- **Instructions to follow**
Lines in the data below that contain the word "Bank" are to be copied.

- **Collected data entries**
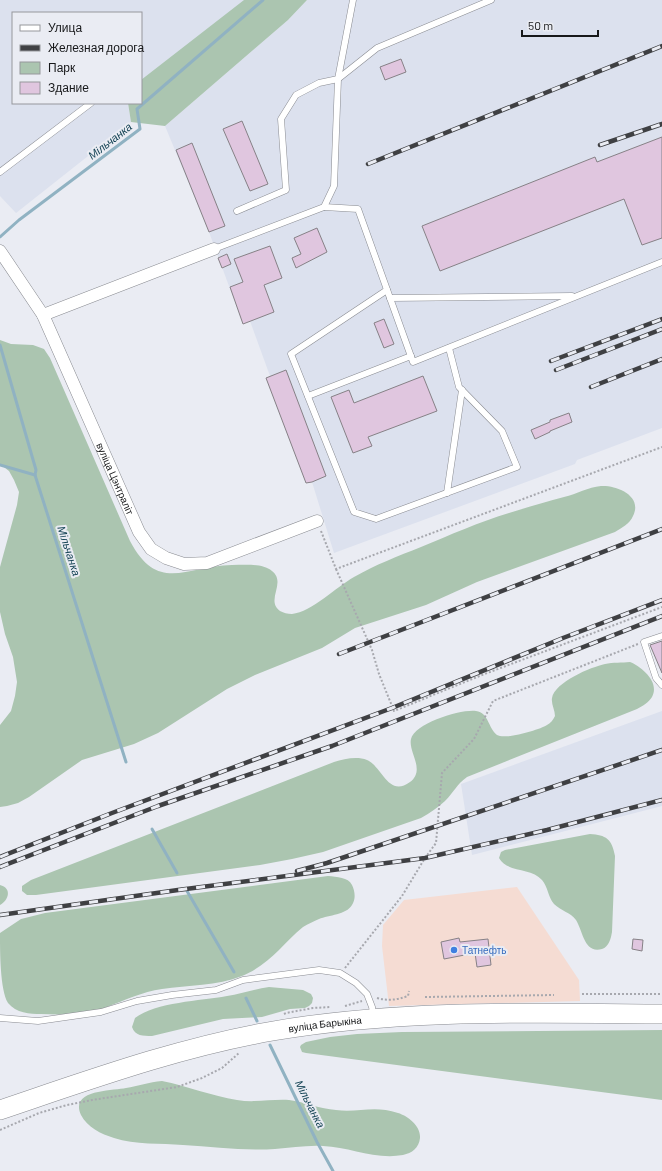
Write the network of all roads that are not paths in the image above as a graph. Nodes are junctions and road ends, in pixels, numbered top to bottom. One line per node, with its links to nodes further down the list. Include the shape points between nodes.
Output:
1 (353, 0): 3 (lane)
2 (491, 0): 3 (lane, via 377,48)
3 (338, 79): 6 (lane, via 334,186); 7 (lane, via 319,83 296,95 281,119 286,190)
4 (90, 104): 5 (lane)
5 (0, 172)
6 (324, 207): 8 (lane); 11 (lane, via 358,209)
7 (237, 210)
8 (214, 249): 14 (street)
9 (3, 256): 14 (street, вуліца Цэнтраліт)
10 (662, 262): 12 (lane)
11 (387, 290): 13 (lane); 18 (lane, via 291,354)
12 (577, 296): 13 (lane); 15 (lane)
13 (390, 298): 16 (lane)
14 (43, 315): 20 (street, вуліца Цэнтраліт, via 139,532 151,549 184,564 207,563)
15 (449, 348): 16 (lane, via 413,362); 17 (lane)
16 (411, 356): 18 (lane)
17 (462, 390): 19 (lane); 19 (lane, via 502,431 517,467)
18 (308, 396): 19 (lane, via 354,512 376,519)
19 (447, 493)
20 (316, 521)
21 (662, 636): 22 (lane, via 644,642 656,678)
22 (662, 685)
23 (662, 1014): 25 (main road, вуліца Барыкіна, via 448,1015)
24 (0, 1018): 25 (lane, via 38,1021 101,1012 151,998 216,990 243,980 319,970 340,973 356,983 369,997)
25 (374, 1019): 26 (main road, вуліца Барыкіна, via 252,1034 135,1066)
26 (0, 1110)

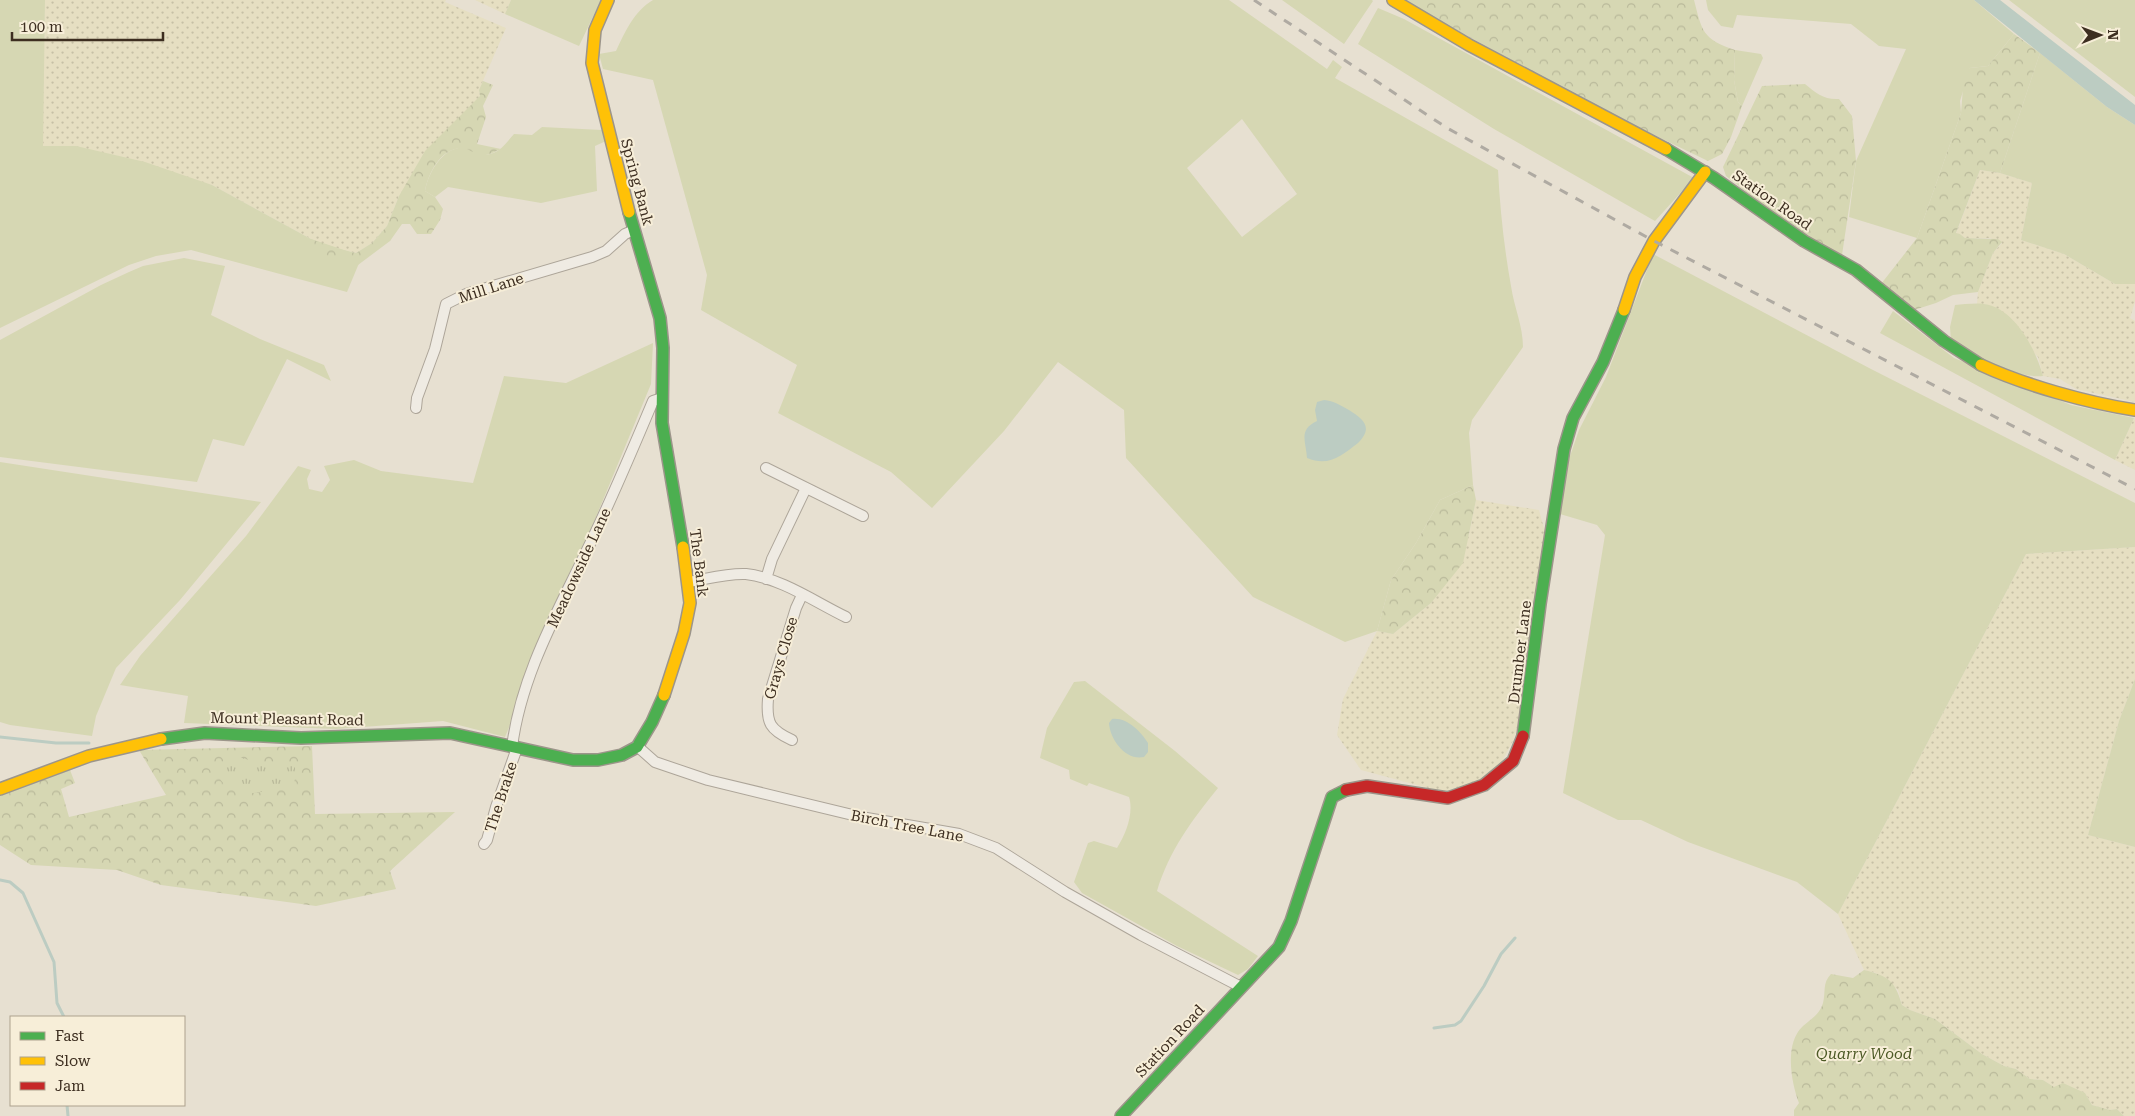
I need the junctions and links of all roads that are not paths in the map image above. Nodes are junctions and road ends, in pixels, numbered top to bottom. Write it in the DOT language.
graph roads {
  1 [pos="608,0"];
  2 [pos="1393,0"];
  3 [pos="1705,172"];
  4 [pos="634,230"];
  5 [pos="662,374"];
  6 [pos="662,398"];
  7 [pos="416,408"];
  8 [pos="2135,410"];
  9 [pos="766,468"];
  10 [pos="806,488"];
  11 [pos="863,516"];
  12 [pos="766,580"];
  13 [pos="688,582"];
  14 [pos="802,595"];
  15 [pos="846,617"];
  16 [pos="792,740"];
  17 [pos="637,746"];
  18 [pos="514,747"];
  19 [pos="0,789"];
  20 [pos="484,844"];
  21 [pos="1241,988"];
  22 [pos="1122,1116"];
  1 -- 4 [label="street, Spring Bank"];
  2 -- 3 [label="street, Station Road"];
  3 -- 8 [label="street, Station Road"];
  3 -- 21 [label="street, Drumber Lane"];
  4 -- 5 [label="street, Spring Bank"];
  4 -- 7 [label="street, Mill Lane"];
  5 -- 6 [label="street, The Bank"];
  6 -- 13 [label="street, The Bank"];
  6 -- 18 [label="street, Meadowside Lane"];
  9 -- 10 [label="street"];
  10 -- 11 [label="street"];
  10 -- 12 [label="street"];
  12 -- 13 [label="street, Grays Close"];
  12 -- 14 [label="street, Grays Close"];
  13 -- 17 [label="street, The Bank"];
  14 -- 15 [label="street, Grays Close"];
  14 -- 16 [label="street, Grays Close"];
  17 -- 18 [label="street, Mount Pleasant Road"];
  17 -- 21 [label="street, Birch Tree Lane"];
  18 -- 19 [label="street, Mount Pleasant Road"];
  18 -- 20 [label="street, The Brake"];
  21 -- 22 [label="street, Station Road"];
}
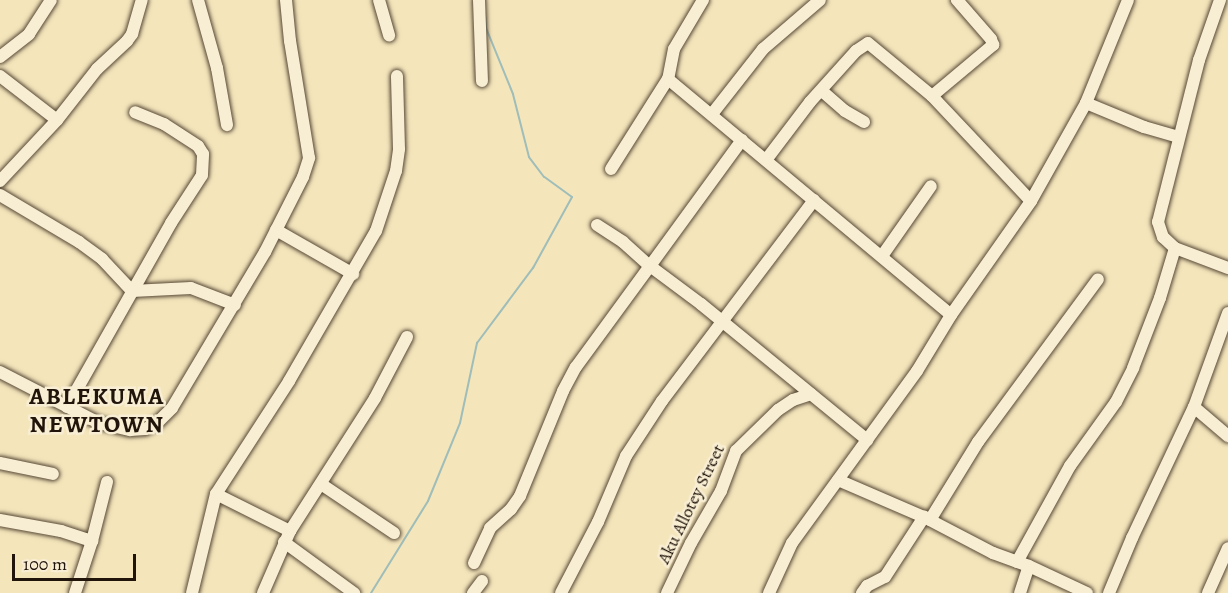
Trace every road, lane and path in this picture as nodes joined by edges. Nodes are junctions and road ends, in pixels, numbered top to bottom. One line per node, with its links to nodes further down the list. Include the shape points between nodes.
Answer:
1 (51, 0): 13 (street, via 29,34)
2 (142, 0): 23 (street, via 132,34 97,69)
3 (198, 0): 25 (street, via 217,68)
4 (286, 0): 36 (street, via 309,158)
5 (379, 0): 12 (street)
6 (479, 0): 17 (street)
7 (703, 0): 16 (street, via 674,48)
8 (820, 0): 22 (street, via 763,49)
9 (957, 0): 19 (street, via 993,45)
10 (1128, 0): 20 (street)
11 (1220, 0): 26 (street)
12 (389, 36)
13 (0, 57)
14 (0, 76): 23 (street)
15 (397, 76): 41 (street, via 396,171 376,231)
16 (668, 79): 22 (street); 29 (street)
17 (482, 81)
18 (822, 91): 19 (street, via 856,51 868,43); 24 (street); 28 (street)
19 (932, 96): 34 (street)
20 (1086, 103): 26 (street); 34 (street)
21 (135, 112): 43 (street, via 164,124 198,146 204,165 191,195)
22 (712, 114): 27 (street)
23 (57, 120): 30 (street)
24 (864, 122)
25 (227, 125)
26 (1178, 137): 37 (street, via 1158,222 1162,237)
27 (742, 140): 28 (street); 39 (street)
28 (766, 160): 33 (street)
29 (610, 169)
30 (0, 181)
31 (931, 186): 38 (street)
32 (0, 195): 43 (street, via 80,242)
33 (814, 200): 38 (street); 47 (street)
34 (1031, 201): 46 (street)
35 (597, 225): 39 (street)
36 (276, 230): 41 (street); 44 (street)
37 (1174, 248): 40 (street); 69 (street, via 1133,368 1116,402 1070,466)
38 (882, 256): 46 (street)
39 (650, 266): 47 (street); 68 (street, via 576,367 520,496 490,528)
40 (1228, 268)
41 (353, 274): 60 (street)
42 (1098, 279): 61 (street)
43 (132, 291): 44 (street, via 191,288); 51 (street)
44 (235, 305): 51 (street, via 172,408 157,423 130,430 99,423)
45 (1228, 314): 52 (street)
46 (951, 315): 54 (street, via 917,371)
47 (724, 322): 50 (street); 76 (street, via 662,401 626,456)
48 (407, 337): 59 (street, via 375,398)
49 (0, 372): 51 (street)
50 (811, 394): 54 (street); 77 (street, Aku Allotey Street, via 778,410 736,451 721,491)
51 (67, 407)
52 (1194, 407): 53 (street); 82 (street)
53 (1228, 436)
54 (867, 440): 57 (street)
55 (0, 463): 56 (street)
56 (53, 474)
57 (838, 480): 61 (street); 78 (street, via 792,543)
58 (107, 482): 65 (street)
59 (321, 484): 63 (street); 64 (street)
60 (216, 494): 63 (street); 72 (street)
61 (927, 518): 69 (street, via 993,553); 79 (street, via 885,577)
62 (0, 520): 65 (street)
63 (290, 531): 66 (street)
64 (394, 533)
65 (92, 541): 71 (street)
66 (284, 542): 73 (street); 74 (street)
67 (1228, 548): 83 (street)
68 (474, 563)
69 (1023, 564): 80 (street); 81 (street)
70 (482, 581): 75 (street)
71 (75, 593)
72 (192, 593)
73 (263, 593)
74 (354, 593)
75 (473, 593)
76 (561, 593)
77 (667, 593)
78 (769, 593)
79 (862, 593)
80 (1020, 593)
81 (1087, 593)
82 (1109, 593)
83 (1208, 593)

- **Solved problem**
  1 -- 4 [label="street, Spring Bank"];
  4 -- 5 [label="street, Spring Bank"];
  5 -- 6 [label="street, The Bank"];
  6 -- 13 [label="street, The Bank"];
  13 -- 17 [label="street, The Bank"];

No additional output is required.